[Stored data]
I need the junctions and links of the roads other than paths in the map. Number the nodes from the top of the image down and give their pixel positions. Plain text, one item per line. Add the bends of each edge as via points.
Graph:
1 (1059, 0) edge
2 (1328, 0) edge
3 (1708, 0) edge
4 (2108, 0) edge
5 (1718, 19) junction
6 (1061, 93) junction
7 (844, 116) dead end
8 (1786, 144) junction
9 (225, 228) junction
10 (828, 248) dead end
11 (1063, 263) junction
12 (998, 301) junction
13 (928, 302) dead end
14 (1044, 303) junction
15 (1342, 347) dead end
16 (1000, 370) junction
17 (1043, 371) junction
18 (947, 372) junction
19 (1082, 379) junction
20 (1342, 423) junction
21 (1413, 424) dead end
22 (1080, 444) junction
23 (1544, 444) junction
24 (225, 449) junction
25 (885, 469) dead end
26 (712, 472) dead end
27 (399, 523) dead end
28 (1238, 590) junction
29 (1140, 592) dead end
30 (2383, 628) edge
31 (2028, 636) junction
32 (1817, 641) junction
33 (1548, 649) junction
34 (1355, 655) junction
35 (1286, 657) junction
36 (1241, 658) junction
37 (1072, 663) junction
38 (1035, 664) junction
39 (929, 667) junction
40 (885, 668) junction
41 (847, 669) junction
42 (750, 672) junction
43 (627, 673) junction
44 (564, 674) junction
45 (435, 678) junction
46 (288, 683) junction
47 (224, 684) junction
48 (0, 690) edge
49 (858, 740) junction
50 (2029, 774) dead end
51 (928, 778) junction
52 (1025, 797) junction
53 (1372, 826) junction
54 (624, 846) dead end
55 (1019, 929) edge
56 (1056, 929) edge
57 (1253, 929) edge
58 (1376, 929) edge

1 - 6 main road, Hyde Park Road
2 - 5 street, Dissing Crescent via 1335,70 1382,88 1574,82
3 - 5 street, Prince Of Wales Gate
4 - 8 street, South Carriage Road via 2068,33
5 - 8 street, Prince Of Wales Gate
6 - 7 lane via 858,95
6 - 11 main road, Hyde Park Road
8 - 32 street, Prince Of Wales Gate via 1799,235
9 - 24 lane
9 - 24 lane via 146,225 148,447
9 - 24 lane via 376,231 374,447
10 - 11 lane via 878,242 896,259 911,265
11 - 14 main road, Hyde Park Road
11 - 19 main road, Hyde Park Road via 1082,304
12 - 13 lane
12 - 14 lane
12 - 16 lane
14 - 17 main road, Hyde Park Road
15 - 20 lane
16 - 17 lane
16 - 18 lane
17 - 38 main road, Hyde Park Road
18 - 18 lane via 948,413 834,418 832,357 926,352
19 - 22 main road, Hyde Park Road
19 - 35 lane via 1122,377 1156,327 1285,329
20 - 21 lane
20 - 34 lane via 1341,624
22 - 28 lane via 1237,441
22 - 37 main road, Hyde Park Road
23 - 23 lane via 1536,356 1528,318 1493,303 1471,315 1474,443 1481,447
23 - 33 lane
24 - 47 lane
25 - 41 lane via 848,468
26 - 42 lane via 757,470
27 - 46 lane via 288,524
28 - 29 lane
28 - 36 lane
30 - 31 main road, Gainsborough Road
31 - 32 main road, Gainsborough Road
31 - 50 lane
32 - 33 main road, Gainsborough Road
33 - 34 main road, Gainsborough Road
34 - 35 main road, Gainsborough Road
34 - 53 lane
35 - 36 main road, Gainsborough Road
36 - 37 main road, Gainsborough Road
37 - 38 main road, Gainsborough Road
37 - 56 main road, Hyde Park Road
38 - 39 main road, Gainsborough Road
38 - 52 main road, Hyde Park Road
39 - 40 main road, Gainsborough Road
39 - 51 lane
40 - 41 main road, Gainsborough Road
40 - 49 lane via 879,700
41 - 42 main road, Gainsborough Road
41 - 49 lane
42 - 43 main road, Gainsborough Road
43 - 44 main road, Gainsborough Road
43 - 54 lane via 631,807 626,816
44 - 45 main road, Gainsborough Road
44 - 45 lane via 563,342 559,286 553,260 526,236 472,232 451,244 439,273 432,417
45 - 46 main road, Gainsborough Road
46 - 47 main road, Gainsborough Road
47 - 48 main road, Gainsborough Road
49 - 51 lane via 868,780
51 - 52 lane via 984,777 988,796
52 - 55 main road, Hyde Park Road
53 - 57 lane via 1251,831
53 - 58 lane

WORK REQUIRED:
Return what is listed above, exactly and completely.

RESPONSE BOX:
I need the junctions and links of the roads other than paths in the map. Number the nodes from the top of the image down and give their pixel positions. Plain text, one item per line. Add the bends of each edge as via points.
Graph:
1 (1059, 0) edge
2 (1328, 0) edge
3 (1708, 0) edge
4 (2108, 0) edge
5 (1718, 19) junction
6 (1061, 93) junction
7 (844, 116) dead end
8 (1786, 144) junction
9 (225, 228) junction
10 (828, 248) dead end
11 (1063, 263) junction
12 (998, 301) junction
13 (928, 302) dead end
14 (1044, 303) junction
15 (1342, 347) dead end
16 (1000, 370) junction
17 (1043, 371) junction
18 (947, 372) junction
19 (1082, 379) junction
20 (1342, 423) junction
21 (1413, 424) dead end
22 (1080, 444) junction
23 (1544, 444) junction
24 (225, 449) junction
25 (885, 469) dead end
26 (712, 472) dead end
27 (399, 523) dead end
28 (1238, 590) junction
29 (1140, 592) dead end
30 (2383, 628) edge
31 (2028, 636) junction
32 (1817, 641) junction
33 (1548, 649) junction
34 (1355, 655) junction
35 (1286, 657) junction
36 (1241, 658) junction
37 (1072, 663) junction
38 (1035, 664) junction
39 (929, 667) junction
40 (885, 668) junction
41 (847, 669) junction
42 (750, 672) junction
43 (627, 673) junction
44 (564, 674) junction
45 (435, 678) junction
46 (288, 683) junction
47 (224, 684) junction
48 (0, 690) edge
49 (858, 740) junction
50 (2029, 774) dead end
51 (928, 778) junction
52 (1025, 797) junction
53 (1372, 826) junction
54 (624, 846) dead end
55 (1019, 929) edge
56 (1056, 929) edge
57 (1253, 929) edge
58 (1376, 929) edge

1 - 6 main road, Hyde Park Road
2 - 5 street, Dissing Crescent via 1335,70 1382,88 1574,82
3 - 5 street, Prince Of Wales Gate
4 - 8 street, South Carriage Road via 2068,33
5 - 8 street, Prince Of Wales Gate
6 - 7 lane via 858,95
6 - 11 main road, Hyde Park Road
8 - 32 street, Prince Of Wales Gate via 1799,235
9 - 24 lane
9 - 24 lane via 146,225 148,447
9 - 24 lane via 376,231 374,447
10 - 11 lane via 878,242 896,259 911,265
11 - 14 main road, Hyde Park Road
11 - 19 main road, Hyde Park Road via 1082,304
12 - 13 lane
12 - 14 lane
12 - 16 lane
14 - 17 main road, Hyde Park Road
15 - 20 lane
16 - 17 lane
16 - 18 lane
17 - 38 main road, Hyde Park Road
18 - 18 lane via 948,413 834,418 832,357 926,352
19 - 22 main road, Hyde Park Road
19 - 35 lane via 1122,377 1156,327 1285,329
20 - 21 lane
20 - 34 lane via 1341,624
22 - 28 lane via 1237,441
22 - 37 main road, Hyde Park Road
23 - 23 lane via 1536,356 1528,318 1493,303 1471,315 1474,443 1481,447
23 - 33 lane
24 - 47 lane
25 - 41 lane via 848,468
26 - 42 lane via 757,470
27 - 46 lane via 288,524
28 - 29 lane
28 - 36 lane
30 - 31 main road, Gainsborough Road
31 - 32 main road, Gainsborough Road
31 - 50 lane
32 - 33 main road, Gainsborough Road
33 - 34 main road, Gainsborough Road
34 - 35 main road, Gainsborough Road
34 - 53 lane
35 - 36 main road, Gainsborough Road
36 - 37 main road, Gainsborough Road
37 - 38 main road, Gainsborough Road
37 - 56 main road, Hyde Park Road
38 - 39 main road, Gainsborough Road
38 - 52 main road, Hyde Park Road
39 - 40 main road, Gainsborough Road
39 - 51 lane
40 - 41 main road, Gainsborough Road
40 - 49 lane via 879,700
41 - 42 main road, Gainsborough Road
41 - 49 lane
42 - 43 main road, Gainsborough Road
43 - 44 main road, Gainsborough Road
43 - 54 lane via 631,807 626,816
44 - 45 main road, Gainsborough Road
44 - 45 lane via 563,342 559,286 553,260 526,236 472,232 451,244 439,273 432,417
45 - 46 main road, Gainsborough Road
46 - 47 main road, Gainsborough Road
47 - 48 main road, Gainsborough Road
49 - 51 lane via 868,780
51 - 52 lane via 984,777 988,796
52 - 55 main road, Hyde Park Road
53 - 57 lane via 1251,831
53 - 58 lane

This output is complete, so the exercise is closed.